Input records

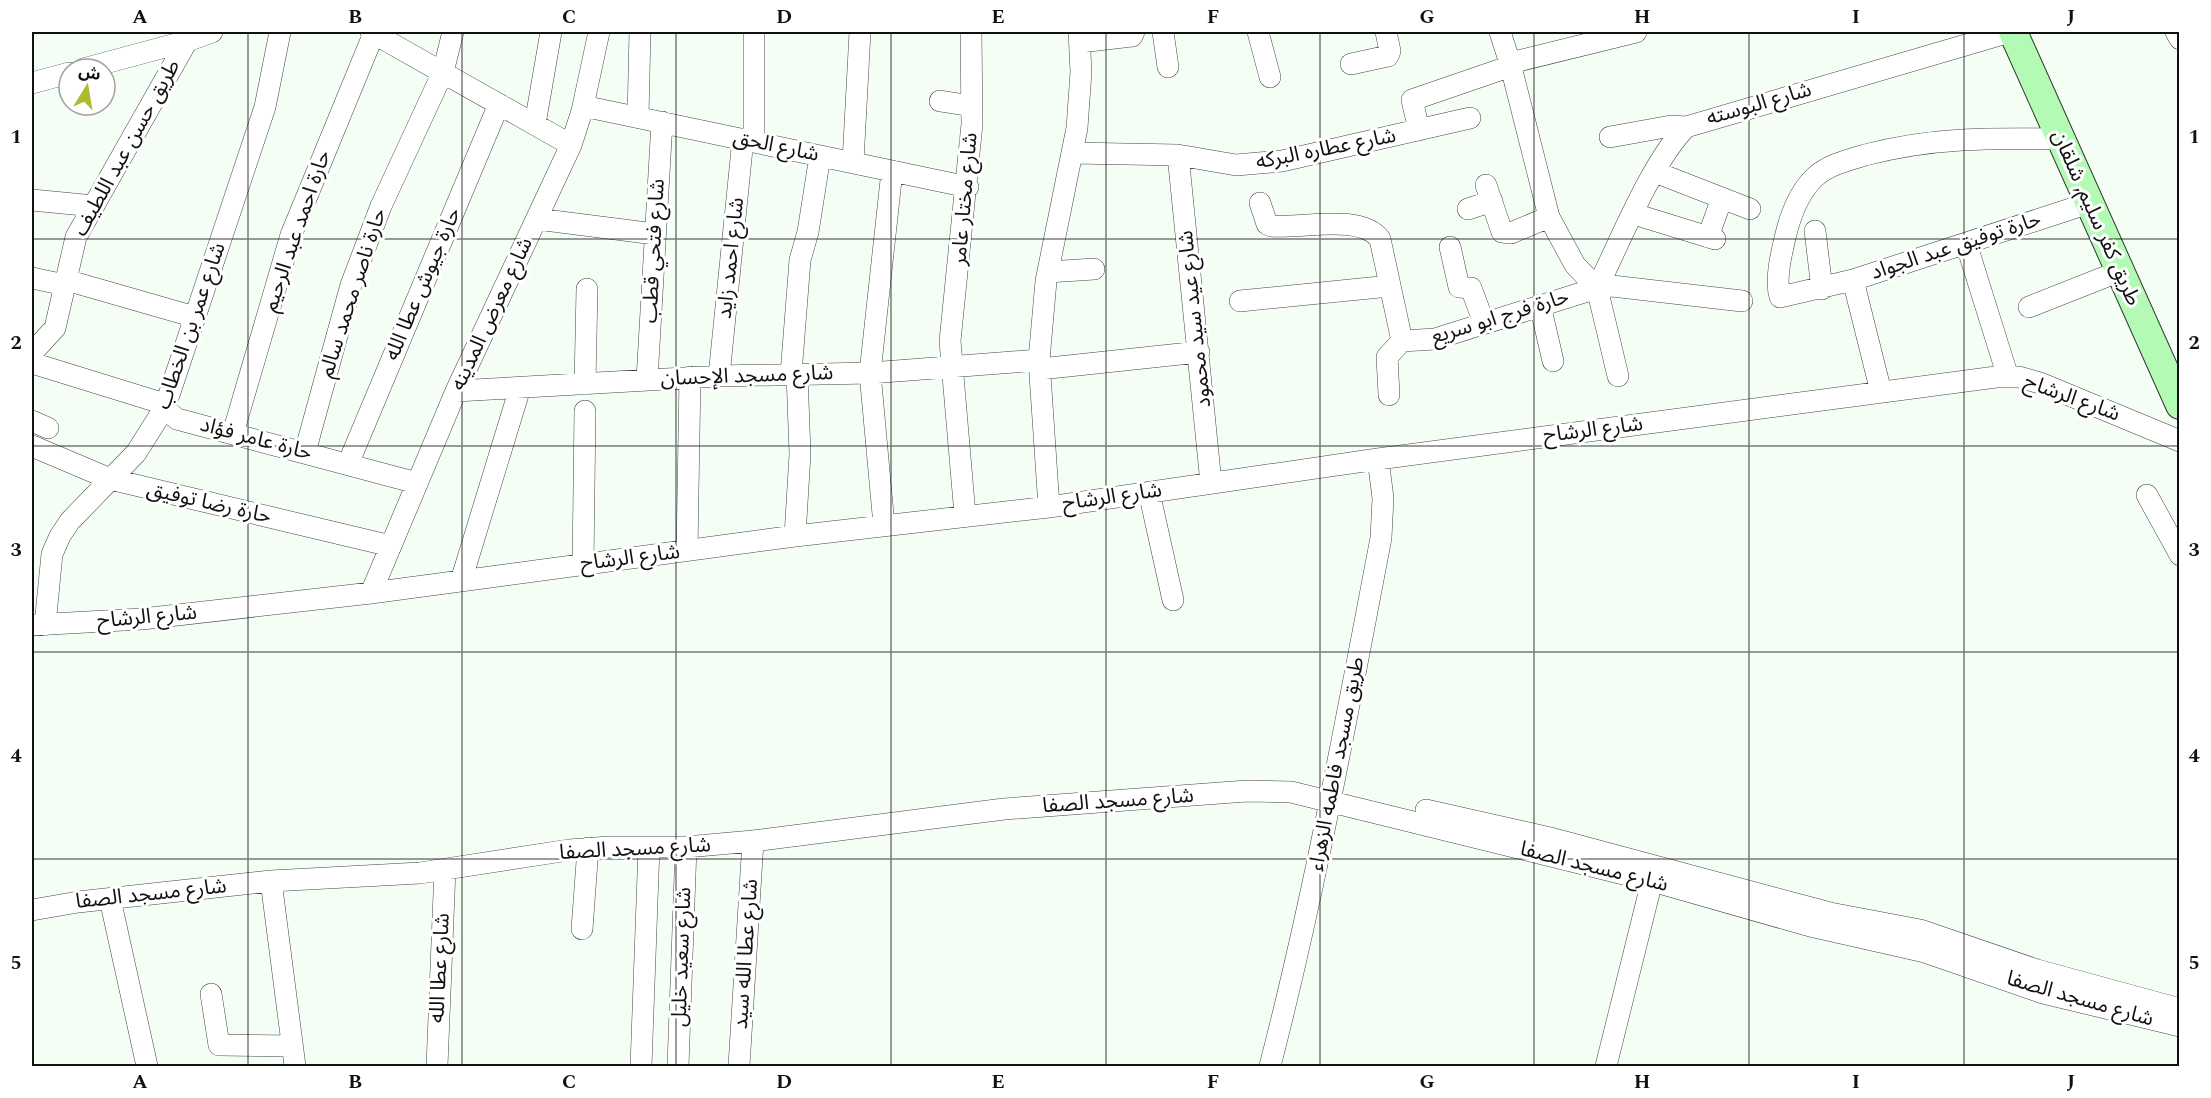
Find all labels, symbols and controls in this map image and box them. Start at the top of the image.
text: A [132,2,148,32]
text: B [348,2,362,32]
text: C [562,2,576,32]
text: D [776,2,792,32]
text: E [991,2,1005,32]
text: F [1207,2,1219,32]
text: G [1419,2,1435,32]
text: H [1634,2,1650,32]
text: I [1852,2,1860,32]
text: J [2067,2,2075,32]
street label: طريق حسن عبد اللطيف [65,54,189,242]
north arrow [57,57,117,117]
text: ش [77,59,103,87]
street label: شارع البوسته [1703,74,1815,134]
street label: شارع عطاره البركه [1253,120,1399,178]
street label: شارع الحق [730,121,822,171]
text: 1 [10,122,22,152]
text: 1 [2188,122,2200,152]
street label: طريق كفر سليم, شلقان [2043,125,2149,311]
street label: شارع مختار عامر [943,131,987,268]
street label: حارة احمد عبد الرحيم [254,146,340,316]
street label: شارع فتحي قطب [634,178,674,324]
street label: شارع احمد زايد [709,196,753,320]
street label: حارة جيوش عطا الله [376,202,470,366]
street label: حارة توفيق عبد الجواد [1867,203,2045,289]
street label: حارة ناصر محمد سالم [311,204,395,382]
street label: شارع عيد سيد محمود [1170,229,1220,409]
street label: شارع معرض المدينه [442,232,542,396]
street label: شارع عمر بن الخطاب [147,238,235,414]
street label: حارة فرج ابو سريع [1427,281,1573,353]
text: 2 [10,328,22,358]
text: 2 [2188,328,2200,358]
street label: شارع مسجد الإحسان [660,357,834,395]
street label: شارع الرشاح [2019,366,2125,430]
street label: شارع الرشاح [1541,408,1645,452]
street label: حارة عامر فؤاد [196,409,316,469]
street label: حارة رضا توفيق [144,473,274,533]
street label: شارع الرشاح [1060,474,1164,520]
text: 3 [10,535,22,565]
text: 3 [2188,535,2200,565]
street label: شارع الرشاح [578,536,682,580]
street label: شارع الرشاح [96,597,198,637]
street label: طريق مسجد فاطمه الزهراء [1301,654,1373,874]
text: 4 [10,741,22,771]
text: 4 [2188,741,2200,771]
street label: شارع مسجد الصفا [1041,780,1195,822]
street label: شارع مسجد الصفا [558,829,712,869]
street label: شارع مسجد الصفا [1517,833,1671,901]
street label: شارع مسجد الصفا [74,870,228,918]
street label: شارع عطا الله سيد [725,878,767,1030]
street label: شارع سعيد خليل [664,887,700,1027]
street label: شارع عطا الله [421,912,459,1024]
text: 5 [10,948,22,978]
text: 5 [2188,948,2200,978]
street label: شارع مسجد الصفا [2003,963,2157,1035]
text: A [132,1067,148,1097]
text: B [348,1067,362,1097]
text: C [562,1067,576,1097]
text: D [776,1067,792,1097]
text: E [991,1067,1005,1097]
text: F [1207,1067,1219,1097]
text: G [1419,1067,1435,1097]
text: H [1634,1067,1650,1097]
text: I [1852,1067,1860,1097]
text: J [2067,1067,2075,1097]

Problem statement
Wherever a line in the listing contains the word "طريق", copy that line out.

Response to this task
street label: طريق حسن عبد اللطيف [65,54,189,242]
street label: طريق كفر سليم, شلقان [2043,125,2149,311]
street label: طريق مسجد فاطمه الزهراء [1301,654,1373,874]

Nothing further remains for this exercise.